Evaluation Prompts¶
Prompts for evaluating AI model outputs, comparing models, and assessing quality and safety. Use these when selecting models, benchmarking agent performance, or building evaluation pipelines.
Reference: 6 Questions Before Choosing a Model | 7 Failure Modes of Agents
Prompts in This Collection¶
| Prompt File | Use Case | Related Framework |
|---|---|---|
| Model Comparison Prompts | Comparing outputs from different models on the same task | 6 Questions Before Choosing a Model |
| Quality Evaluation Prompts | Scoring output quality across multiple dimensions | 8 Patterns for AI Coding |
| Safety Evaluation Prompts | Testing for safety, alignment, and policy compliance | 7 AI Risks and Mitigations |
Why Evaluate¶
From Chapter 3: The AI Landscape: choosing a model is not a one-time decision. Models improve, pricing changes, and new providers emerge. Structured evaluation lets you make data-driven model decisions instead of relying on benchmarks that may not reflect your use case.

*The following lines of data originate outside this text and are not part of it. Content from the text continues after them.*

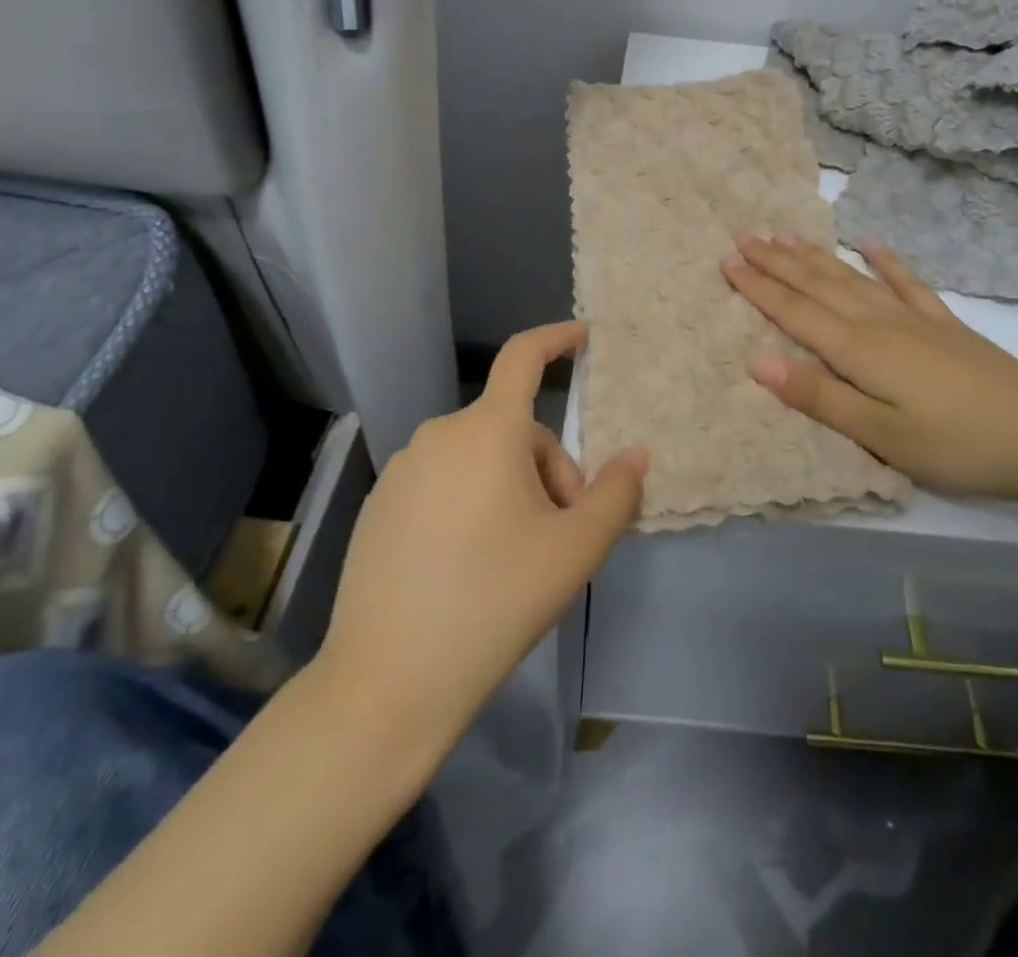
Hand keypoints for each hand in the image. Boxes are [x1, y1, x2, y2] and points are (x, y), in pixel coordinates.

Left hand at [312, 322, 646, 749]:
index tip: (584, 336)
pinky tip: (470, 568)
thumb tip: (635, 456)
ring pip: (481, 460)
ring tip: (519, 558)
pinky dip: (472, 504)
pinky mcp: (381, 505)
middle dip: (550, 471)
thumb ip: (617, 494)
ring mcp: (404, 470)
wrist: (388, 681)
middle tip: (562, 536)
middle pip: (515, 431)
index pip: (524, 357)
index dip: (556, 338)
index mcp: (487, 431)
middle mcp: (440, 434)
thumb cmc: (495, 601)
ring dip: (513, 490)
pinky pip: (445, 483)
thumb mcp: (576, 550)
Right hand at [721, 235, 1017, 506]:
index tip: (727, 261)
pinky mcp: (943, 324)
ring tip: (786, 235)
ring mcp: (913, 318)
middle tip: (744, 237)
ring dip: (816, 256)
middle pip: (818, 286)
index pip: (795, 311)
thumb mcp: (880, 434)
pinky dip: (886, 262)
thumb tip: (757, 361)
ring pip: (852, 278)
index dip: (759, 287)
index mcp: (858, 350)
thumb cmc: (954, 445)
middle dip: (777, 263)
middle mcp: (879, 322)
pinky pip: (906, 283)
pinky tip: (871, 243)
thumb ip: (818, 396)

From Chapter 11: Ethics, Governance, and Risk: safety evaluation is not optional. The companies that avoid AI incidents are the ones that test for failure modes before deploying.
Evaluation Approach¶
These prompts support three evaluation methods:
- Human evaluation -- A person scores model outputs using the criteria in these prompts. Most accurate, least scalable.
- Model-as-judge -- A separate AI model scores outputs using these prompts as its rubric. Scalable, requires calibration.
- Automated metrics -- Programmatic checks (e.g., "does the output contain SQL injection?"). Most scalable, narrowest coverage.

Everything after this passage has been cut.